New York Times, August 11, 2004
AN AMERICAN HIROSHIMA
By Nicholas D. Kristof
Aspen, Colo. -- If a 10-kiloton nuclear weapon, a midget even smaller than the one that destroyed Hiroshima, exploded in Times Square, the fireball would reach tens of millions of degrees Fahrenheit.
It would vaporize or destroy the theater district, Madison Square Garden, the Empire State Building, Grand Central Terminal and Carnegie Hall (along with me and my building). The blast would partly destroy a much larger area, including the United Nations. On a weekday some 500,000 people would be killed.
Could this happen?
Unfortunately, it could -- and many experts believe that such an attack, somewhere, is likely. The Aspen Strategy Group, a bipartisan assortment of policy mavens, focused on nuclear risks at its annual meeting here last week, and the consensus was twofold: the danger of nuclear terrorism is much greater than the public believes, and our government hasn't done nearly enough to reduce it.
Graham Allison, a Harvard professor whose terrifying new book, "Nuclear Terrorism," offers the example cited above, notes that he did not pluck it from thin air. He writes that on Oct. 11, 2001, exactly a month after 9/11, aides told President Bush that a C.I.A. source code-named Dragonfire had reported that Al Qaeda had obtained a 10-kiloton nuclear weapon and smuggled it into New York City.

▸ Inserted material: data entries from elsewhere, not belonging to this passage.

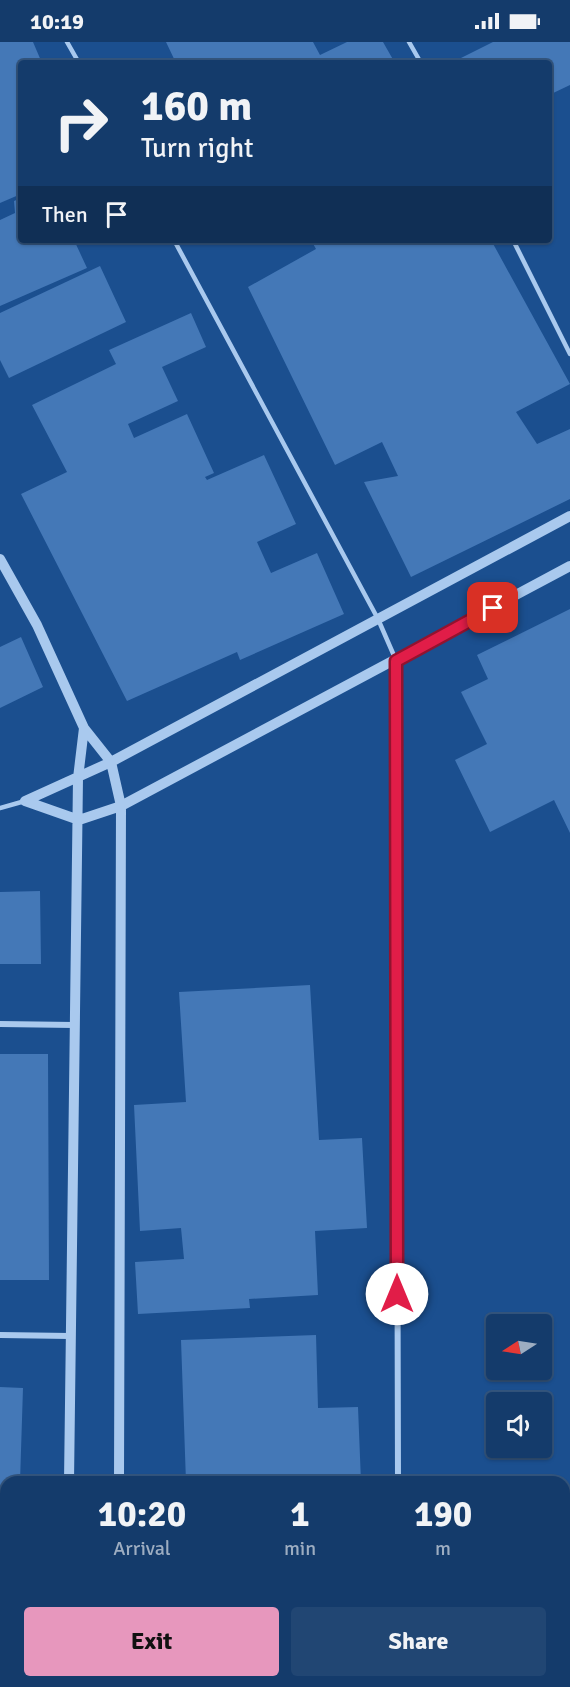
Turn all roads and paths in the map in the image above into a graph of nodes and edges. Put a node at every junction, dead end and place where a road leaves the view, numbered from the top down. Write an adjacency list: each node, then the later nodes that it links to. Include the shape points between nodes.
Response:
1 (67, 42): 3 (lane)
2 (409, 42): 4 (lane)
3 (77, 60)
4 (418, 60)
5 (176, 243): 11 (lane)
6 (514, 243): 7 (lane)
7 (570, 354)
8 (570, 516): 11 (street)
9 (0, 559): 13 (street, via 37,625)
10 (570, 566): 12 (street)
11 (378, 619): 12 (lane); 14 (street)
12 (396, 661): 17 (street); 26 (street)
13 (84, 728): 14 (street); 15 (street)
14 (111, 762): 15 (street); 17 (street)
15 (78, 778): 16 (street); 19 (street)
16 (25, 801): 18 (lane); 19 (street)
17 (121, 806): 19 (street); 25 (street)
18 (0, 808)
19 (79, 820): 21 (street)
20 (0, 1024): 21 (street)
21 (74, 1025): 23 (street)
22 (0, 1335): 23 (street)
23 (70, 1336): 24 (street)
24 (69, 1476)
25 (119, 1476)
26 (398, 1476)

The C.I.A. found the report plausible. The weapon had supposedly been stolen from Russia, which indeed has many 10-kiloton weapons. Russia is reported to have lost some of its nuclear materials, and Al Qaeda has mounted a determined effort to get or make such a weapon. And the C.I.A. had picked up Al Qaeda chatter about an "American Hiroshima."
President Bush dispatched nuclear experts to New York to search for the weapon and sent Dick Cheney and other officials out of town to ensure the continuity of government in case a weapon exploded in Washington instead. But to avoid panic, the White House told no one in New York City, not even Mayor Rudy Giuliani.

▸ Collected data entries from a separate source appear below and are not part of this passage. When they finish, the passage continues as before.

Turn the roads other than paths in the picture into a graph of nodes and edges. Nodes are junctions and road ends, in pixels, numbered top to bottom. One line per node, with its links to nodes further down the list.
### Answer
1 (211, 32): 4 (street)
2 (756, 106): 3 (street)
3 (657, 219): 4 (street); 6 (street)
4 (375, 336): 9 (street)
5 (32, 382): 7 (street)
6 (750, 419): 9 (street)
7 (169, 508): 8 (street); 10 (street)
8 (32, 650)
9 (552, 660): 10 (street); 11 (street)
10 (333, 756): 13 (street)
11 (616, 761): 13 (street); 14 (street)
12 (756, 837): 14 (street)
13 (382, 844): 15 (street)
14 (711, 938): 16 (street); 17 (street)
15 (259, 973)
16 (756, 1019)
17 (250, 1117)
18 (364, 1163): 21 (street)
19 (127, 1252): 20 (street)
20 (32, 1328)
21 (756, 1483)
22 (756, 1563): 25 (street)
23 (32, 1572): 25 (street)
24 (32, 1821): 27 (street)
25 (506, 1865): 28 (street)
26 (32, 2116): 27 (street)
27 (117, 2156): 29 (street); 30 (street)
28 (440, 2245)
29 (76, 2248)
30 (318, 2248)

Dragonfire's report was wrong, but similar reports -- that Al Qaeda has its hands on a nuclear weapon from the former Soviet Union -- have regularly surfaced in the intelligence community, even though such a report has never been confirmed. We do know several troubling things: Al Qaeda negotiated for a $1.5 million purchase of uranium (apparently of South African origin) from a retired Sudanese cabinet minister; its envoys traveled repeatedly to Central Asia to buy weapons-grade nuclear materials; and Osama bin Laden's top deputy, Ayman al-Zawahiri, boasted, "We sent our people to Moscow, to Tashkent, to other Central Asian states, and they negotiated, and we purchased some suitcase [nuclear] bombs."
Professor Allison offers a standing bet at 51-to-49 odds that, barring radical new antiproliferation steps, a terrorist nuclear strike will occur somewhere in the world in the next 10 years. So I took his bet. If there is no such nuclear attack by August 2014, he owes me $5.10. If there is an attack, I owe him $4.90.
I took the bet because I don't think the odds of nuclear terror are quite as great as he does. If I were guessing wildly, I would say a 20 percent risk over 10 years. In any case, if I lose the bet, then I'll probably be vaporized and won't have much use for money.
Unfortunately, plenty of smart people think I've made a bad bet. William Perry, the former secretary of defense, says there is an even chance of a nuclear terror strike within this decade -- that is, in the next six years.
"We're racing toward unprecedented catastrophe," Mr. Perry warns. "This is preventable, but we're not doing the things that could prevent it."
That is what I find baffling: an utter failure of the political process. The Bush administration responded aggressively on military fronts after 9/11, and in November 2003, Mr. Bush observed, "The greatest threat of our age is nuclear, chemical or biological weapons in the hands of terrorists, and the dictators who aid them." But the White House has insisted on tackling the most peripheral elements of the W.M.D. threat, like Iraq, while largely ignoring the central threat, nuclear proliferation. The upshot is that the risk that a nuclear explosion will devastate an American city is greater now than it was during the cold war, and it's growing.
In my next column, I'll explain how we can reduce the risk of an American Hiroshima.